Par contre, il doit être clair que, dans une République laïque qu’on peut dire officiellement agnostique, la critique des religions, de leurs croyances ou de leurs pratiques (comme de l’athéisme positif au demeurant) est de droit dès lors qu’elle s’accompagne du respect absolu des personnes croyantes. On n’interdira pas, par exemple, de penser et de dire que la religion est le « soupir de la créature opprimée » qui l’entretient idéologiquement dans son oppression, comme le pensait justement Marx, ni d’admettre avec Freud qu’elle est l’expression, voir la source d‘une névrose spécifique, la névrose religieuse, qui fait souffrir les êtres humains en toute inconscience (voir, de lui, L’avenir d’une illusion, ce texte admirable de lucidité et d’humanité). La tolérance, donc, ne doit pas être à sens unique et ne pas ressembler à celle que préconisait J. Locke dans sa Lettre sur la tolérance dans une Angleterre minée par les conflits interreligieux… qui excluait l’athéisme, position qu’on oublie systématiquement !

Ignorer tout cela de la part de Mélenchon, ou laisser croire qu’on l’ignore, relève, je le répète, d’un misérable calcul politicien qui vise à se concilier un électorat religieux, en oubliant tous les malheurs que les religions ont entraîné ou ont alimenté dans l’histoire humaine et que tous les grands penseurs progressistes ont dénoncés sur la base d’un simple constat et d’une exigence à la fois rationnelle (théorique) et raisonnable (pratique ou morale).

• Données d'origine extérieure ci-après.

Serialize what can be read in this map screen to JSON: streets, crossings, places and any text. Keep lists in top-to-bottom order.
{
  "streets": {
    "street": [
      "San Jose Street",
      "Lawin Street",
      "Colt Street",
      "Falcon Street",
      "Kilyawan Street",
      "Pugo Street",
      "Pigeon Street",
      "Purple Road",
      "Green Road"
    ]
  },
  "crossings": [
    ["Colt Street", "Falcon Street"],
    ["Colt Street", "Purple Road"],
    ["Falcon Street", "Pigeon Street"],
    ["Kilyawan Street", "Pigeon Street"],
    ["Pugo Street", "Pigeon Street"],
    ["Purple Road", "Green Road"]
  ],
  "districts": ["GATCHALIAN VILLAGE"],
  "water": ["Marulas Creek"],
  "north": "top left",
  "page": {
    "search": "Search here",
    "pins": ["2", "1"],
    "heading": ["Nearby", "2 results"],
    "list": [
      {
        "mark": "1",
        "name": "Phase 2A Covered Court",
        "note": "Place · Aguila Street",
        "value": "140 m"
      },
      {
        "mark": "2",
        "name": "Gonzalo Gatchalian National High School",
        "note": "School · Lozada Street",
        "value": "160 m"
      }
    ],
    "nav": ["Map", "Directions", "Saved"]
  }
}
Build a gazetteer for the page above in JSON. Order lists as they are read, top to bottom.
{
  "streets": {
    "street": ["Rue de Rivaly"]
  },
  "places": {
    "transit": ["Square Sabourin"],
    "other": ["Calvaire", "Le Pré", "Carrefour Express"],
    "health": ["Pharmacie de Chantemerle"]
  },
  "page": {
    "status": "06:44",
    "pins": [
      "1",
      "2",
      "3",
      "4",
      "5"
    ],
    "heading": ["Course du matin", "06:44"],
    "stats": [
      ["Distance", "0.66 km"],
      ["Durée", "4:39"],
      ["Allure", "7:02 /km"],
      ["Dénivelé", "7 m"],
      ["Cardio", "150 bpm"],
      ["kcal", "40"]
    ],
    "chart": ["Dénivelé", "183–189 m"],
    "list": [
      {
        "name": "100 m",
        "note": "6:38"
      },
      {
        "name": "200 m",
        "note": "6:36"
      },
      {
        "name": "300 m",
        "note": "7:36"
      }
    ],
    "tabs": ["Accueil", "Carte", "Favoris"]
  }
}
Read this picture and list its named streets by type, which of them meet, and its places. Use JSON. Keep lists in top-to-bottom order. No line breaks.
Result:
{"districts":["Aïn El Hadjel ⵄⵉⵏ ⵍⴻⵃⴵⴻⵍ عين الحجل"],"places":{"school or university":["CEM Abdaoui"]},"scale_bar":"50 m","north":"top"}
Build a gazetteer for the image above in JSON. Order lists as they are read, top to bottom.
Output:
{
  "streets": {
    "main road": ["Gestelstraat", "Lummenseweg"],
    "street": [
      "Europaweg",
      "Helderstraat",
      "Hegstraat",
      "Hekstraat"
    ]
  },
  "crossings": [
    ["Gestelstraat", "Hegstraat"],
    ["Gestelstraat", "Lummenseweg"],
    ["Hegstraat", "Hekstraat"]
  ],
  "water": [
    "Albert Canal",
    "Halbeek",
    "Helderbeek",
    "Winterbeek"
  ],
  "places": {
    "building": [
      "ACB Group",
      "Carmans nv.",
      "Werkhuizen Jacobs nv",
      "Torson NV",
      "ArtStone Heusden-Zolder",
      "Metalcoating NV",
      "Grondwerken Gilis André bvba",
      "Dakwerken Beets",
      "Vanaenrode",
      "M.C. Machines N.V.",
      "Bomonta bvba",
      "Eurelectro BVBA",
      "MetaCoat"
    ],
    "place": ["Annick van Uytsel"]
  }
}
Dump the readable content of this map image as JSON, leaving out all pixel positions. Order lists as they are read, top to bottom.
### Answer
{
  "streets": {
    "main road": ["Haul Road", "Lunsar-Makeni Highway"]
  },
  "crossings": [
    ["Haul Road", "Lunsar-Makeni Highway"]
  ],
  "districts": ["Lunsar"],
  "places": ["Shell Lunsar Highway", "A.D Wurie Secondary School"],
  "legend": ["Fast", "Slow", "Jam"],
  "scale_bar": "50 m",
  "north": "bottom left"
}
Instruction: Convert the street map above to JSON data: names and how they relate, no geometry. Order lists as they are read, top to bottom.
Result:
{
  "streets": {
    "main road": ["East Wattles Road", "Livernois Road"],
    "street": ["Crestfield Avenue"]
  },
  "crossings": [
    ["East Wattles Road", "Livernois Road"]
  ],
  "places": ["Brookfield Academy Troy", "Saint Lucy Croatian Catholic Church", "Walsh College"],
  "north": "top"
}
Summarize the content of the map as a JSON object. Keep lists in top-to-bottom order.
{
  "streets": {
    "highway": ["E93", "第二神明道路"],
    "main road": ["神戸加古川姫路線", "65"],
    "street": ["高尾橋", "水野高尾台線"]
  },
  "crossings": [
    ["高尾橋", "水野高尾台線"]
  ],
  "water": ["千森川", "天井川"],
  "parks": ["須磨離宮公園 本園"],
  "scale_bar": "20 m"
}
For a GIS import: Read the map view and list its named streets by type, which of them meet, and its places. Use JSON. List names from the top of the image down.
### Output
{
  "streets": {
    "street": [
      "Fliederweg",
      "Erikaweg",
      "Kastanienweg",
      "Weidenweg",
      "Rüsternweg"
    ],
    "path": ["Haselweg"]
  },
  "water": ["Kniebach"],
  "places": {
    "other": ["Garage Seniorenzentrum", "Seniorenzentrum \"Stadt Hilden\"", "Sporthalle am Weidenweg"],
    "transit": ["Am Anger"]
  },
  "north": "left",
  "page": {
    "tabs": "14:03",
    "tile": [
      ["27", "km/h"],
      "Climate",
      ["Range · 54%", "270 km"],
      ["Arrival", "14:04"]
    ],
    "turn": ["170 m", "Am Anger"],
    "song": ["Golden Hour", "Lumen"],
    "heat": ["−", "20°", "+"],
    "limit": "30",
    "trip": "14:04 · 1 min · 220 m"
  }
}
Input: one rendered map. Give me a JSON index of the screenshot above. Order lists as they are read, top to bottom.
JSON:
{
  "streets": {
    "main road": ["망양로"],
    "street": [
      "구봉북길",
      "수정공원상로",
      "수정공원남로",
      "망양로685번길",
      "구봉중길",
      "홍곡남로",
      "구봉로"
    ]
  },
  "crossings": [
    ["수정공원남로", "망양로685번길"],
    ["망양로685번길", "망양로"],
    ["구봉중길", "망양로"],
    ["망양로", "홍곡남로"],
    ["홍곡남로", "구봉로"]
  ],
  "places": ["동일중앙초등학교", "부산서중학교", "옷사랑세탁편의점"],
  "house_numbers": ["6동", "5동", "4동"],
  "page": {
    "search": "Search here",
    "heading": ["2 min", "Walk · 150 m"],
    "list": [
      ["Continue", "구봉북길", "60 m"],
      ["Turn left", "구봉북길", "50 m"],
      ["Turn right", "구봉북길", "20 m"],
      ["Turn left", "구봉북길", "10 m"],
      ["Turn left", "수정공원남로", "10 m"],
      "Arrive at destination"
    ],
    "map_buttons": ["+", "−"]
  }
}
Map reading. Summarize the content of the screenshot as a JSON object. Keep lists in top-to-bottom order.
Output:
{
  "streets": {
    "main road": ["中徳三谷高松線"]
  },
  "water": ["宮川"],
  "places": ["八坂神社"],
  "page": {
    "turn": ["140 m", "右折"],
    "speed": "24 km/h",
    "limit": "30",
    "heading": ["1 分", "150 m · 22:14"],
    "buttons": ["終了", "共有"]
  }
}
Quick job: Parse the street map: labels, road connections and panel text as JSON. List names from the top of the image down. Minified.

Voila à quoi mène l’obsession du pouvoir chez beaucoup d’hommes politiques, cette obsession qui augmente dangereusement à notre époque et qui désespère beaucoup de ceux qui ont cru longtemps à la dignité de la politique ! C’est ainsi aussi que l’on ouvre la porte à l’extrême-droite, alors même que celle-ci n’est pas « athée » (aux deux sens du terme, donc), étant favorable aux pires régimes religieux de la planète, et le serait encore moins  si elle était au pouvoir, tout en faisant croire qu’elle l’est ou le serait si elle y accédait. 

NB : Pour ceux qui me trouveraient bien sévère vis-à-vis des religions en général, je rappelle seulement que l’hindouisme tel qu’il se développe en Inde aujourd’hui, vire à un totalitarisme insupportable, à retombées criminelles dont sont victimes les chrétiens et les musulmans. Bravo !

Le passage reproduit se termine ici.